World
Fencing at the historic Grand Palais in Paris is one of the most popular views at the 2024 Olympics
PARIS (AP) — When attendees entered the Grand Palais Monday for early afternoon Paris Olympics fencing bouts, they couldn’t help but stop and look around before going to their seats.
They gazed up at the sweeping glass roof, some placed their hands to their mouths in awe of its beauty, then marveled at the mint green columns that frame the nave of the historic building.
“It’s just incredible,” said Rhiannon Kinnear, a sabre competitor from Glasgow, Scotland, who was visiting Paris but not competing at the Olympics.
“I don’t think I’ve seen a fencing venue like it. The glass everywhere, the pillars. It’s an amazing contrast as well with the lighting. Nowhere better for fencing, I don’t think,” she said.

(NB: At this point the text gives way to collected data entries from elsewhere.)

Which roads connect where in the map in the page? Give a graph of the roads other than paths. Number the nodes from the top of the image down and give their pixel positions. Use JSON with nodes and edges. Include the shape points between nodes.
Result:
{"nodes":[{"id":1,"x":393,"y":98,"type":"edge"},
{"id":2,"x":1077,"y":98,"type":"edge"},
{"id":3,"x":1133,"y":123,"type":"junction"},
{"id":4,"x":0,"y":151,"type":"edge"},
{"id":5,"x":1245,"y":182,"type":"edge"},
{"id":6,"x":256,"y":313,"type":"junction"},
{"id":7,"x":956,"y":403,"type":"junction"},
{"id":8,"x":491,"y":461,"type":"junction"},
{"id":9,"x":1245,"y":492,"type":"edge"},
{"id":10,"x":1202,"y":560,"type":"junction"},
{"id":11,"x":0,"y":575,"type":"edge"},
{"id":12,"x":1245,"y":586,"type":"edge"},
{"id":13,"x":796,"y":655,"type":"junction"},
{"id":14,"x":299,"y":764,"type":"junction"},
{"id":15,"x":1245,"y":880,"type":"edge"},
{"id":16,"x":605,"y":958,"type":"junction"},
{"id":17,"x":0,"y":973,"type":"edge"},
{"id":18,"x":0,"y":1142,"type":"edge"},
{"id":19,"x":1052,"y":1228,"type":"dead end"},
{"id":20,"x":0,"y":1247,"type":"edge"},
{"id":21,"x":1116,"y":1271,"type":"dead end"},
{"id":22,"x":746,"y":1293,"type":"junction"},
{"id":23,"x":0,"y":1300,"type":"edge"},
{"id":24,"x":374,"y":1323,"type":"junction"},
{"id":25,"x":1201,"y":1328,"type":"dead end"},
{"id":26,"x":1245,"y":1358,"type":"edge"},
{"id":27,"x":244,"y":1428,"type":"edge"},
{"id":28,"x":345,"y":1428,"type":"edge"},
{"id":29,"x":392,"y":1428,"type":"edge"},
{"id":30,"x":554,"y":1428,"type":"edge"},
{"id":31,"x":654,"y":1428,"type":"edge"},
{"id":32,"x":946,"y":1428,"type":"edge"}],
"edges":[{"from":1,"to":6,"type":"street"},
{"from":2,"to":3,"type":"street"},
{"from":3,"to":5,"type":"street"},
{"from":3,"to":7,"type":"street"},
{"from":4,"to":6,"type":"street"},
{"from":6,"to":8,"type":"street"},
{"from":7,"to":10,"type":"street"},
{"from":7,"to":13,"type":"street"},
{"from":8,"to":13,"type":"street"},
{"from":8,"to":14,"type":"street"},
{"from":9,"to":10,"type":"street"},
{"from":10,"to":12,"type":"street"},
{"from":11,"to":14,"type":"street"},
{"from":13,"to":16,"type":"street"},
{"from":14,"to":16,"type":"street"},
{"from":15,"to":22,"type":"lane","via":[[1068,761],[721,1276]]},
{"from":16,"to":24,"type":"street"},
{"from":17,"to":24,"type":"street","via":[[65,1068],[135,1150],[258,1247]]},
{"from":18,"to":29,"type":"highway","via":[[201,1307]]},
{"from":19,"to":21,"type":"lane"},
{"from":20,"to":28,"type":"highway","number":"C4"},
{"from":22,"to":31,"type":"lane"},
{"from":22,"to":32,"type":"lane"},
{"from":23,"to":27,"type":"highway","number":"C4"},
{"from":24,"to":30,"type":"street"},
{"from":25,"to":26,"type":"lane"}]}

Built in 1900 for the Paris Universal Exhibition, the Grand Palais is a beloved site in the heart of Paris, right between the River Seine and Champs-Élysées. It’s known for hosting all kinds of prestigious events, from art exhibitions to concerts and fashion shows.
It is the stage for fencing and taekwondo at the 2024 Olympics thanks to a three-year renovation project. It has been closed to the public since 2021 for the upgrades and is becoming at must-see site at the 2024 Games.
The Grand Palais is not a typical sports venue, but rather a glass time capsule of French culture.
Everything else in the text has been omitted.